The clinic responds by arguing that the very same arguments were considered and rejected by the court nearly 30 years ago in Casey. Only the membership of the court has changed since then, the clinic and its allies argue.

In its earlier rulings, the court has rooted the right to abortion in the section of the 14th Amendment that says states cannot “deprive any person of life, liberty, or property, without due process of law.”

A decision on the Mississippi case is expected by late June.

More countries liberalizing abortion laws

If Roe were overturned or limited, large swathes of America could return to an era in which women who want to end a pregnancy face the choice of undergoing a potentially dangerous illegal abortion, traveling long distances to a state where the procedure remains legal and available or buying abortion pills online. The procedure would remain legal in liberal-leaning states, 15 of which have laws protecting abortion rights.

Such a decision would go against global trends and public opinion. A 2019 report from the Council of Foreign Relations indicated that since 2000, 29 countries had changed their abortion laws, expanding the legal grounds on which women can access abortion services in all but one case.

While the subject is contentious, a June Reuters/Ipsos poll of U.S. adults found that 52 per cent of respondents said abortion should be legal in all or most cases, while 36 per cent said it should be illegal in most or all cases.
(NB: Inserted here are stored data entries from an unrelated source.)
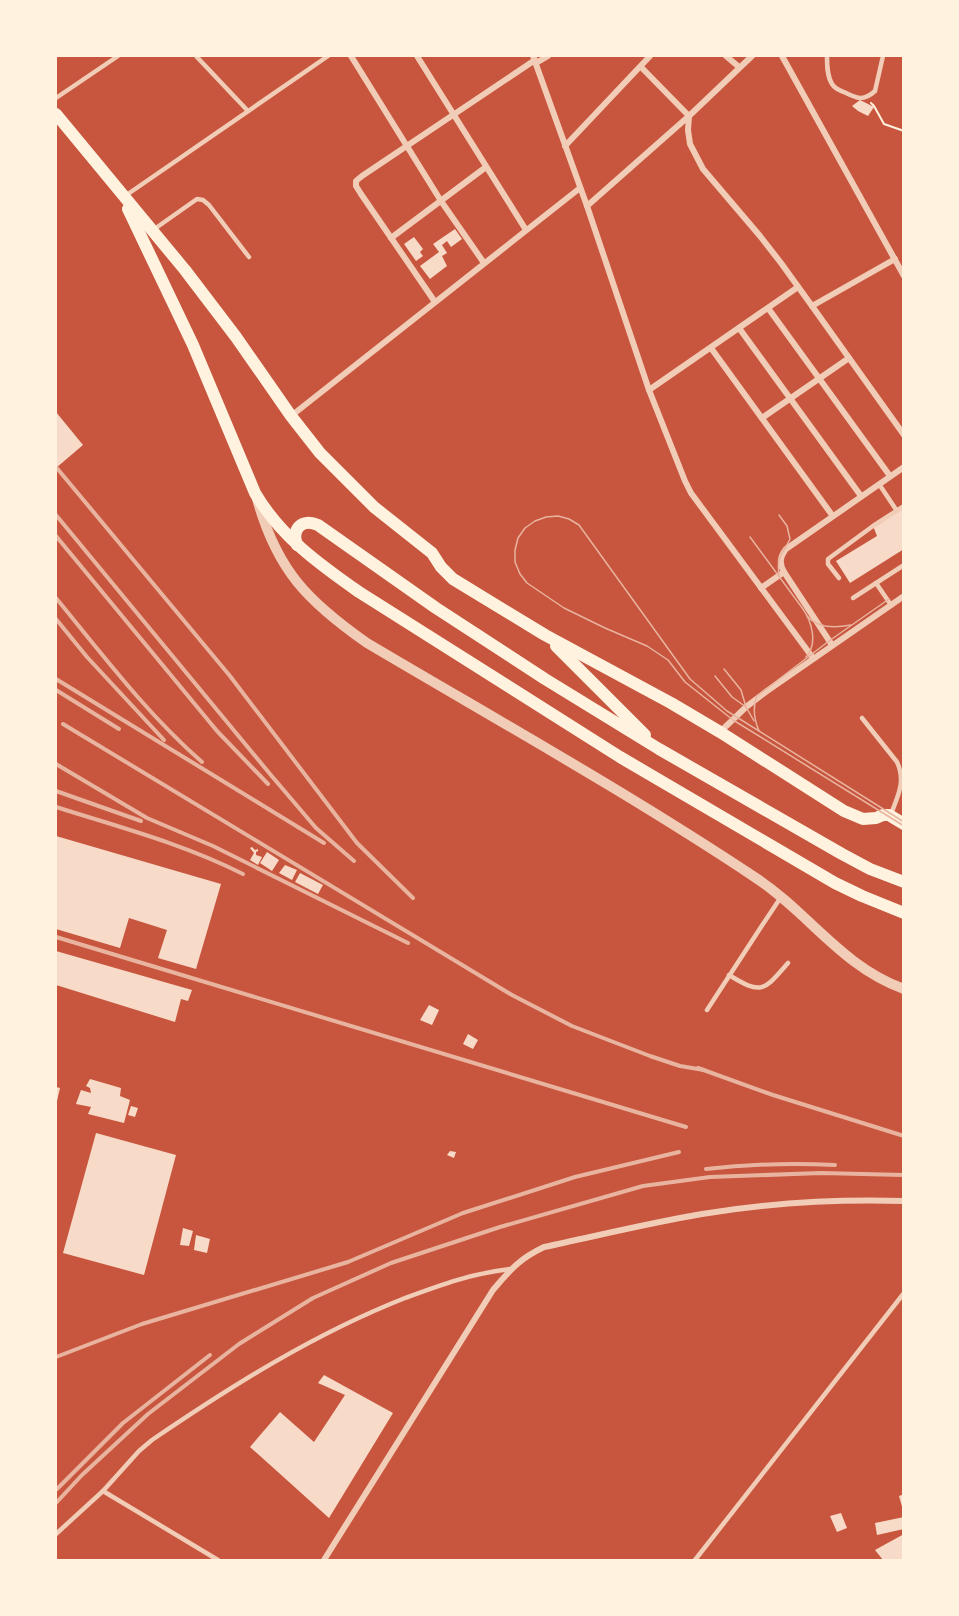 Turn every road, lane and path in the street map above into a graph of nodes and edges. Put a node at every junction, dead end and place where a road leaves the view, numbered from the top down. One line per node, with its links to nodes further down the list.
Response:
1 (118, 56): 16 (lane)
2 (196, 56): 18 (lane)
3 (327, 56): 18 (lane)
4 (351, 56): 23 (street)
5 (417, 56): 20 (street)
6 (548, 56): 13 (street)
7 (650, 56): 14 (street)
8 (726, 56): 15 (street)
9 (752, 56): 15 (street)
10 (782, 56): 34 (street)
11 (826, 56): 17 (lane)
12 (883, 56): 17 (lane)
13 (535, 59): 20 (street); 24 (street)
14 (641, 67): 21 (street); 24 (street)
15 (739, 67): 21 (street)
16 (56, 98)
17 (864, 98): 22 (path)
18 (247, 110): 27 (lane)
19 (56, 114): 27 (main road)
20 (453, 114): 23 (street); 25 (street)
21 (689, 116): 29 (street); 37 (street)
22 (903, 131)
23 (406, 146): 28 (street); 32 (street)
24 (565, 146): 26 (street)
25 (486, 167): 28 (street); 31 (street)
26 (580, 188): 29 (street); 31 (street)
27 (123, 197): 30 (main road); 53 (main road)
28 (441, 201): 32 (street); 35 (street)
29 (587, 206): 45 (street)
30 (153, 230): 33 (lane); 47 (main road)
31 (526, 230): 35 (street)
32 (391, 238): 38 (street)
33 (249, 257)
34 (895, 259): 36 (street); 39 (street)
35 (484, 263): 38 (street)
36 (903, 276)
37 (798, 287): 39 (street); 40 (street)
38 (435, 302): 47 (street)
39 (812, 306): 43 (street)
40 (768, 308): 41 (street); 44 (street)
41 (739, 328): 42 (street); 46 (street)
42 (711, 348): 45 (street); 48 (street)
43 (849, 358): 44 (street); 49 (street)
44 (819, 379): 46 (street); 51 (street)
45 (649, 390): 63 (street)
46 (790, 398): 48 (street); 54 (street)
47 (291, 416): 67 (main road)
48 (762, 418): 57 (street)
49 (903, 435)
50 (903, 467): 51 (street)
51 (890, 476): 52 (street)
52 (879, 484): 54 (street); 56 (lane)
53 (255, 493): 58 (main road); 76 (street)
54 (861, 496): 57 (street)
55 (903, 506): 56 (lane)
56 (897, 511): 61 (lane)
57 (832, 515): 60 (street)
58 (297, 545): 72 (main road); 77 (main road)
59 (903, 565): 62 (lane)
60 (784, 572): 63 (street); 68 (street)
61 (839, 578)
62 (876, 583): 65 (lane); 66 (lane)
63 (761, 588): 69 (street)
64 (903, 597): 66 (street)
65 (853, 598)
66 (891, 605): 68 (street)
67 (545, 635): 71 (main road); 72 (main road)
68 (832, 645): 69 (street)
69 (813, 658): 71 (street)
70 (862, 718): 73 (lane)
71 (720, 732): 73 (main road)
72 (658, 749): 75 (main road)
73 (889, 815): 74 (main road)
74 (903, 824)
75 (903, 882)
76 (781, 897): 79 (lane); 80 (street)
77 (903, 913)
78 (788, 963): 79 (lane)
79 (729, 975): 81 (lane)
80 (903, 989)
81 (707, 1010)
82 (903, 1201): 83 (street)
83 (510, 1269): 85 (lane); 88 (street)
84 (903, 1293): 89 (lane)
85 (104, 1491): 86 (lane); 87 (lane)
86 (56, 1534)
87 (218, 1560)
88 (324, 1560)
89 (695, 1560) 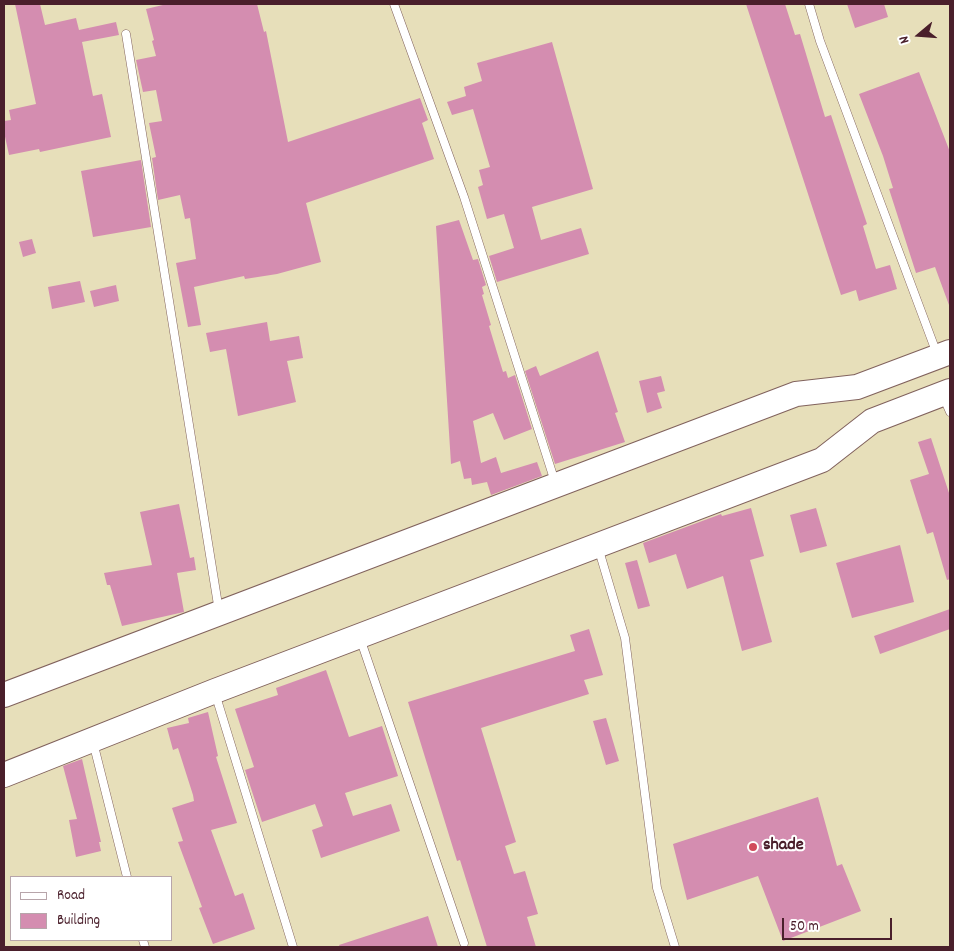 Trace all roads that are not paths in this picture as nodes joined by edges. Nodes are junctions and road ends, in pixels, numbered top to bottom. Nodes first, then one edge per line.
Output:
1 (394, 4) edge
2 (809, 4) edge
3 (126, 34) dead end
4 (944, 354) edge
5 (948, 399) edge
6 (556, 484) junction
7 (598, 546) junction
8 (219, 612) junction
9 (359, 636) junction
10 (215, 691) junction
11 (4, 695) edge
12 (93, 740) junction
13 (4, 775) edge
14 (128, 876) edge
15 (464, 943) dead end
16 (292, 947) edge
17 (675, 947) edge

1 - 6 lane
2 - 4 lane
3 - 8 lane
4 - 6 main road
5 - 7 main road
6 - 8 main road
7 - 9 main road
7 - 17 lane
8 - 11 main road
9 - 10 main road
9 - 15 lane
10 - 12 main road
10 - 16 lane
12 - 13 main road
12 - 14 lane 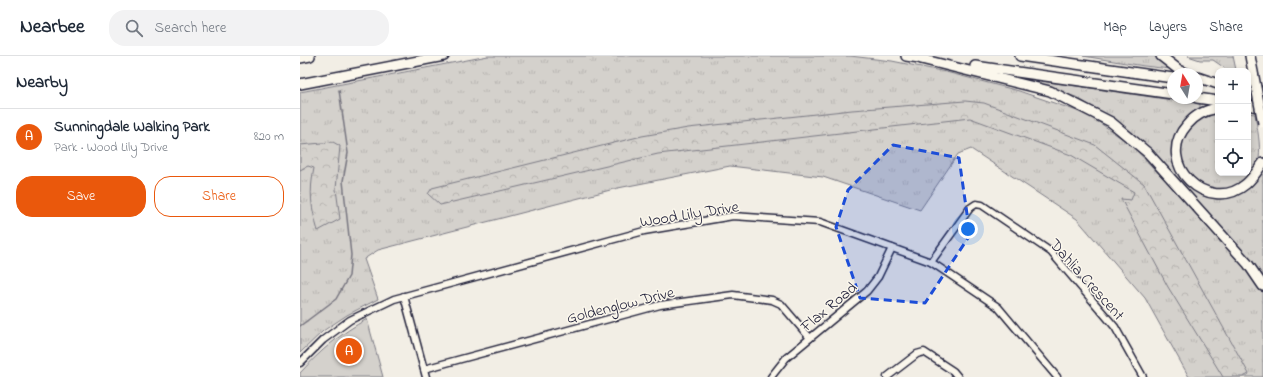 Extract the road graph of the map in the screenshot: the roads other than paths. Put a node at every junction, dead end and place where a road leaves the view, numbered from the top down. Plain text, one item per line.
1 (310, 56) edge
2 (444, 56) edge
3 (906, 56) edge
4 (1020, 56) edge
5 (1161, 56) edge
6 (300, 58) edge
7 (1250, 58) edge
8 (921, 59) junction
9 (1176, 68) edge
10 (1167, 77) edge
11 (1203, 79) edge
12 (1203, 83) edge
13 (300, 84) edge
14 (1215, 84) edge
15 (1215, 85) edge
16 (1251, 90) edge
17 (1263, 92) edge
18 (1167, 93) edge
19 (1203, 99) edge
20 (1215, 101) edge
21 (1251, 106) edge
22 (1263, 108) edge
23 (1215, 109) edge
24 (1263, 123) edge
25 (1263, 163) edge
26 (892, 248) junction
27 (931, 262) junction
28 (1263, 286) edge
29 (404, 296) junction
30 (810, 338) junction
31 (300, 363) edge
32 (424, 369) junction
33 (426, 377) edge
34 (771, 377) edge
35 (887, 377) edge
36 (958, 377) edge
37 (1057, 377) edge
38 (1143, 377) edge

1 - 6 highway
2 - 13 highway
3 - 8 highway
4 - 10 highway
5 - 9 highway
7 - 24 highway, bridge
8 - 18 highway
8 - 28 highway
11 - 14 highway
12 - 15 highway
16 - 17 highway
19 - 20 highway
21 - 22 highway
23 - 25 highway
26 - 27 street, Wood Lily Drive
26 - 29 street, Wood Lily Drive
26 - 30 street, Flax Road
27 - 37 street, Wood Lily Drive
27 - 38 street, Dahlia Crescent
29 - 31 street, Wood Lily Drive
29 - 32 street
30 - 32 street, Goldenglow Drive
30 - 34 street, Flax Road
32 - 33 street
35 - 36 street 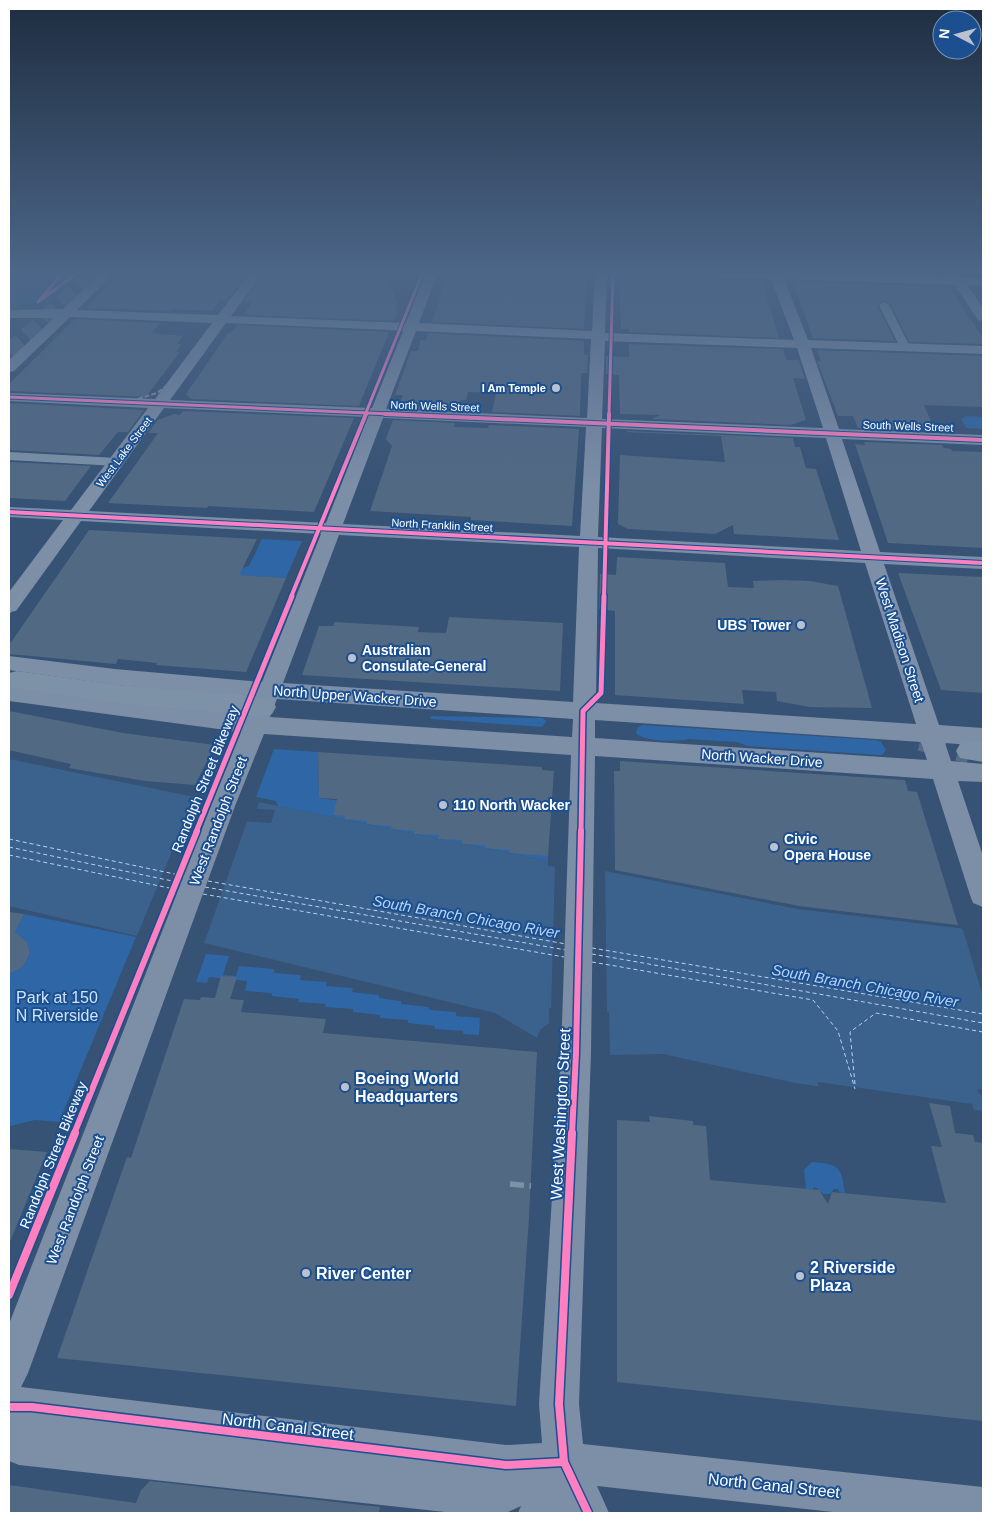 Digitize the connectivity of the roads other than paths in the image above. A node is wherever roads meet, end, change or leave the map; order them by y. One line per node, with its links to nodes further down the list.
1 (35, 343): 9 (main road)
2 (205, 343): 11 (main road, West Lake Street)
3 (404, 343): 12 (main road, West Randolph Street)
4 (598, 343): 13 (main road)
5 (797, 343): 7 (main road); 14 (main road, West Madison Street)
6 (903, 343): 7 (street)
7 (905, 347): 8 (main road)
8 (983, 350)
9 (9, 368)
10 (9, 398): 11 (main road, North Wells Street)
11 (160, 404): 12 (main road, North Wells Street); 17 (main road, West Lake Street)
12 (377, 414): 13 (main road, North Wells Street); 20 (main road, West Randolph Street)
13 (600, 423): 14 (main road, North Wells Street); 21 (main road, West Washington Street)
14 (831, 433): 15 (main road, South Wells Street); 22 (main road, West Madison Street)
15 (983, 440)
16 (9, 456): 17 (street)
17 (117, 462): 19 (main road, West Lake Street)
18 (9, 512): 19 (main road, North Franklin Street)
19 (77, 515): 20 (main road, North Franklin Street); 24 (main road, West Lake Street)
20 (332, 529): 21 (main road, North Franklin Street); 26 (main road, West Randolph Street)
21 (588, 543): 22 (main road, North Franklin Street); 27 (main road, West Washington Street)
22 (866, 558): 23 (main road, North Franklin Street); 30 (main road, West Madison Street)
23 (983, 563)
24 (9, 606)
25 (11, 679): 26 (highway)
26 (263, 707): 27 (main road); 31 (main road); 37 (main road, West Randolph Street)
27 (583, 711): 28 (main road); 31 (main road, West Washington Street)
28 (638, 714): 29 (main road); 32 (main road)
29 (878, 730): 30 (main road); 34 (main road)
30 (931, 733): 33 (main road); 35 (main road, West Madison Street)
31 (582, 746): 32 (main road, North Wacker Drive); 40 (main road, West Washington Street)
32 (639, 750): 34 (main road, North Wacker Drive)
33 (980, 753): 35 (main road, North Wacker Drive)
34 (890, 766): 35 (main road, North Wacker Drive)
35 (942, 770): 36 (main road, West Madison Street)
36 (983, 894)
37 (9, 1372)
38 (9, 1407): 40 (main road, North Canal Street)
39 (9, 1430): 40 (main road)
40 (564, 1462): 41 (main road, North Canal Street); 42 (main road); 43 (main road, West Washington Street); 44 (main road, West Washington Street)
41 (983, 1508)
42 (539, 1513)
43 (565, 1513)
44 (588, 1513)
A 2019 Pew Research survey of U.S. Catholics found that 56 per cent believed abortion should be legal in all or most cases, with 42 per cent responding it should be illegal in all or most cases.

A 2019 report from the Guttmacher Institute, a research group, indicated that the number and rates of abortion had declined to their lowest levels since 1973, paced by a declining birth rate and the fact the Affordable Care Act requires most private health insurance plans to cover contraceptives without out-of-pocket costs.

The group found that medication abortion, through the so-called abortion pill, accounted for 36 per cent of all abortions in 2017, up from 24 per cent in 2014.